:: WHAT TO WORK ON ::
Show each line of the data below that has the string "Segovia" in it.

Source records
————

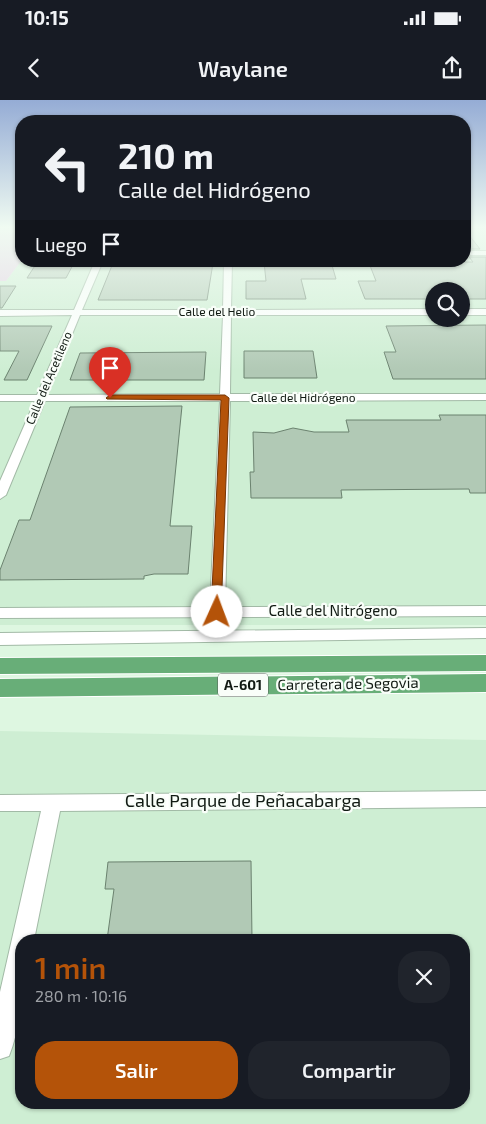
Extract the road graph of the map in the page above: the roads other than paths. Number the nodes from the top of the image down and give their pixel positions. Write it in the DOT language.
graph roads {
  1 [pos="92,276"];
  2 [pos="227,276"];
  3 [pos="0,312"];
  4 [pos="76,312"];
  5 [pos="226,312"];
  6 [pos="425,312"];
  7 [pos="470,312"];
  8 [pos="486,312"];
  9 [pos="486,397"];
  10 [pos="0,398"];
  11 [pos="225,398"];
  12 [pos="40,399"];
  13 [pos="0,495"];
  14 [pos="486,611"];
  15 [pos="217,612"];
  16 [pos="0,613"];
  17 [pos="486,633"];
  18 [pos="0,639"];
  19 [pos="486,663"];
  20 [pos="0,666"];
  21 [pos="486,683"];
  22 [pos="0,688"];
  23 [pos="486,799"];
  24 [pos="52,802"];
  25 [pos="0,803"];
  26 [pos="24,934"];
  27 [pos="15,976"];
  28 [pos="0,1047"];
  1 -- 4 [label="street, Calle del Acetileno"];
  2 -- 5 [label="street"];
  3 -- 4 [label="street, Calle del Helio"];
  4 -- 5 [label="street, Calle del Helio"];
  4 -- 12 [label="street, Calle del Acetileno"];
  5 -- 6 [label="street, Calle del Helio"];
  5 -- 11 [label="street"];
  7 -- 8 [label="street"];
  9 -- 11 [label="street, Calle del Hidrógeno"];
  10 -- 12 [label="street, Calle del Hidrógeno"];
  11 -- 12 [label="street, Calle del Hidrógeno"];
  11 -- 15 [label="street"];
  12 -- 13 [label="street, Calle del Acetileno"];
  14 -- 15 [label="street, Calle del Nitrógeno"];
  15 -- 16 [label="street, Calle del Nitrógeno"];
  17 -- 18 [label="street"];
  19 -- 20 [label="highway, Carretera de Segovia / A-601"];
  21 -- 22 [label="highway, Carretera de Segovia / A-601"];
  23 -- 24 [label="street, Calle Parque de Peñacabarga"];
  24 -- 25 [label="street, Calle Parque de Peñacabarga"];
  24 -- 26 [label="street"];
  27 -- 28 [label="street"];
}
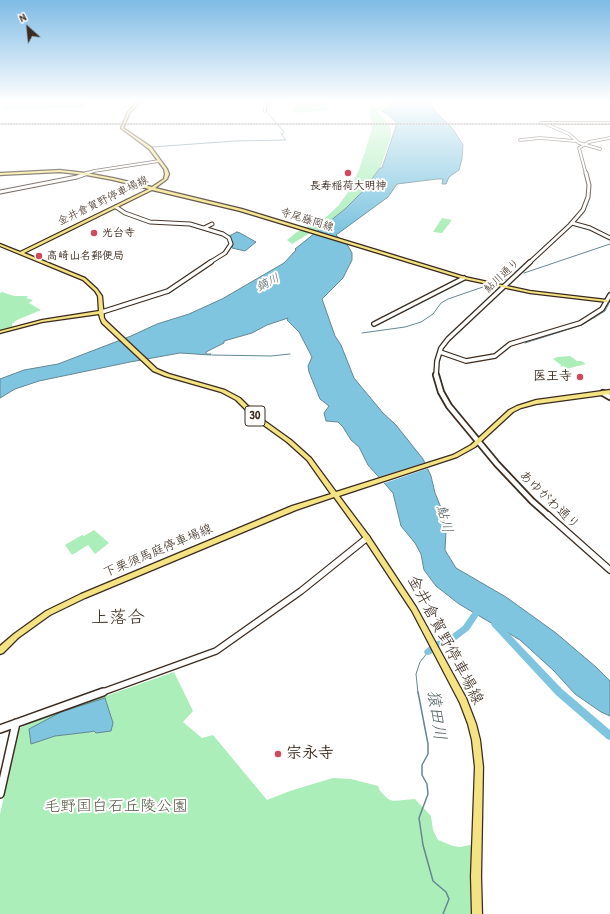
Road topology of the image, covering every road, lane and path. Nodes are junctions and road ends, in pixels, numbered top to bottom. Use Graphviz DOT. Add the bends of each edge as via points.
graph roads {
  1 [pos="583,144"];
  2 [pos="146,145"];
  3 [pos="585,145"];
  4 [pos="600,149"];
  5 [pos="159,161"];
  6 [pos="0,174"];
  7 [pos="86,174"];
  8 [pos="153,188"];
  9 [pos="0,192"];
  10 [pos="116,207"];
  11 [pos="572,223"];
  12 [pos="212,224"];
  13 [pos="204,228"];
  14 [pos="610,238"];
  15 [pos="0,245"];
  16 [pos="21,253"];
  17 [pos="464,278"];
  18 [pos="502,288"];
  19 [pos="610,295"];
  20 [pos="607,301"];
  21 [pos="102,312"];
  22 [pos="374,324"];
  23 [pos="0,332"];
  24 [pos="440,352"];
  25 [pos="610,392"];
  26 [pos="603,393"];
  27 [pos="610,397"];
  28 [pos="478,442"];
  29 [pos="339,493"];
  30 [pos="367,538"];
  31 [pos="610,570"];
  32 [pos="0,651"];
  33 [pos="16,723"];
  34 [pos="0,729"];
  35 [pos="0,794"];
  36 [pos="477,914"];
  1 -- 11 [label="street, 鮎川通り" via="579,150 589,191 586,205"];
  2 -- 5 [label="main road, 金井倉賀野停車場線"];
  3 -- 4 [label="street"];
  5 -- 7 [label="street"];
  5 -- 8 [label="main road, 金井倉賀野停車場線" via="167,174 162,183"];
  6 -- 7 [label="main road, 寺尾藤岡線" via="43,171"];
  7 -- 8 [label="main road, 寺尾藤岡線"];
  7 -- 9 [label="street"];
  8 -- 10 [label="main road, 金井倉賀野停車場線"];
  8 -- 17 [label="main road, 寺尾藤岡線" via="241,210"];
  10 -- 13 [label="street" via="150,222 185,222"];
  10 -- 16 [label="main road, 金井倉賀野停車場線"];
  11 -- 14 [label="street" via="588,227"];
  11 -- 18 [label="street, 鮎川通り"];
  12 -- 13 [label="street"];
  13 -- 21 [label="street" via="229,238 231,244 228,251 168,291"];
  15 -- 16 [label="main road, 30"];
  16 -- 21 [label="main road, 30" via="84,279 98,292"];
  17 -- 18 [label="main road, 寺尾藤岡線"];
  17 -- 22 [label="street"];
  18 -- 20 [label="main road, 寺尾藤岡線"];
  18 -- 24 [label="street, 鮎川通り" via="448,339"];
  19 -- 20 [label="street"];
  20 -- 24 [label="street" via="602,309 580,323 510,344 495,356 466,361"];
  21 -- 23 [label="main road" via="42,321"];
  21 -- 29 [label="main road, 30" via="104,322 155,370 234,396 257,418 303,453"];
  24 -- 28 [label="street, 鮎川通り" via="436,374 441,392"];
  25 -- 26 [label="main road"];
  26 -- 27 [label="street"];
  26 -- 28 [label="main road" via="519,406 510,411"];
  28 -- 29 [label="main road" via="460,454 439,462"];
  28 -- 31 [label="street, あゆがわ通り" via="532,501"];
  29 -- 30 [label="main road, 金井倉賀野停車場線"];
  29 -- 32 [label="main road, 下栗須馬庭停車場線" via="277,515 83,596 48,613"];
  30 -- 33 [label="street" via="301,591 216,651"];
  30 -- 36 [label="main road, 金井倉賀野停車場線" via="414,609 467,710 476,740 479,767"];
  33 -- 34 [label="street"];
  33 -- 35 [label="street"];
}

————

:: EXERCISE OUTPUT ::
  19 -- 20 [label="highway, Carretera de Segovia / A-601"];
  21 -- 22 [label="highway, Carretera de Segovia / A-601"];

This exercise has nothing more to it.